▶ _Data records_:
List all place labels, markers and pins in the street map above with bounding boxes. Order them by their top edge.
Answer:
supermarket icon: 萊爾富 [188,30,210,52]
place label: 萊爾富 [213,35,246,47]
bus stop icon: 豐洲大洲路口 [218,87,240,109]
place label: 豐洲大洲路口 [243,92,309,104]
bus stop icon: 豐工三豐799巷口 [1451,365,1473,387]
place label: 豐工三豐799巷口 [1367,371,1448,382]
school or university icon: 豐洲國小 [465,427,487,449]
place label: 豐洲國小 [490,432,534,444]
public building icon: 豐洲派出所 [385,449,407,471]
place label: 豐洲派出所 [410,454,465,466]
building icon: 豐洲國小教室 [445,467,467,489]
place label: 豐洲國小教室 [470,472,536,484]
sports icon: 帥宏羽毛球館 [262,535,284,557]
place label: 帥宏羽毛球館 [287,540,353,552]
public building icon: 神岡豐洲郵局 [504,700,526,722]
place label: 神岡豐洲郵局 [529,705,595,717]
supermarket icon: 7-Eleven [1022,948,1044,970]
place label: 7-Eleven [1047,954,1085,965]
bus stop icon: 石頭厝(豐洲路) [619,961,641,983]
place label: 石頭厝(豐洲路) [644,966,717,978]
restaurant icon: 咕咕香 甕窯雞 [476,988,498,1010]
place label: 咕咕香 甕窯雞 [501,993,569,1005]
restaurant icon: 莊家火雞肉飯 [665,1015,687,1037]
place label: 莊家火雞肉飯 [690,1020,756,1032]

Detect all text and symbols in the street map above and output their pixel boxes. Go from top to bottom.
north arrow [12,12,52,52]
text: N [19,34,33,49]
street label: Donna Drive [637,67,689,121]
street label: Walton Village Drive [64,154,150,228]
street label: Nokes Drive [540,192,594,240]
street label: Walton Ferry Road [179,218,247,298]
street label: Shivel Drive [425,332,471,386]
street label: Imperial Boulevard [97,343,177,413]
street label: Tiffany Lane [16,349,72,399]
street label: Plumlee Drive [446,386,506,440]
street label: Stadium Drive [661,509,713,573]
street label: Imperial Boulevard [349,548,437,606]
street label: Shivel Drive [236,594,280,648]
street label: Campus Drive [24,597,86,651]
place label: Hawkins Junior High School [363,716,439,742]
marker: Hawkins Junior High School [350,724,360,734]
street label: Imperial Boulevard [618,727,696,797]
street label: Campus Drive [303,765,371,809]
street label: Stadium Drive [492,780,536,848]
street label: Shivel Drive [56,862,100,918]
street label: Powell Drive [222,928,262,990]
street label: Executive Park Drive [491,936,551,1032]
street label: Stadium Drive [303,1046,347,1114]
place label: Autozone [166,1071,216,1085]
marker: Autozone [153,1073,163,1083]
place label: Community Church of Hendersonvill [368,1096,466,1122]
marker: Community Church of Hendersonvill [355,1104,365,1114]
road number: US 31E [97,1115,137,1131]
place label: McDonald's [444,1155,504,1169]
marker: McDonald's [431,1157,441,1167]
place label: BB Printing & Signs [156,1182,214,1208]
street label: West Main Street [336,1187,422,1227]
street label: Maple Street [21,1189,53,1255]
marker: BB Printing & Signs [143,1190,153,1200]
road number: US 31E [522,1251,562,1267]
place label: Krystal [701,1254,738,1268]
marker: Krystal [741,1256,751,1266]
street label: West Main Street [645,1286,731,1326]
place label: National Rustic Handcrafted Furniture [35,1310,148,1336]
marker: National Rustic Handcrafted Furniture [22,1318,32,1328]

▶ _Work required_:
Only lines with the word "Campus" count here; copy every one from the records.

▶ _Result_:
street label: Campus Drive [24,597,86,651]
street label: Campus Drive [303,765,371,809]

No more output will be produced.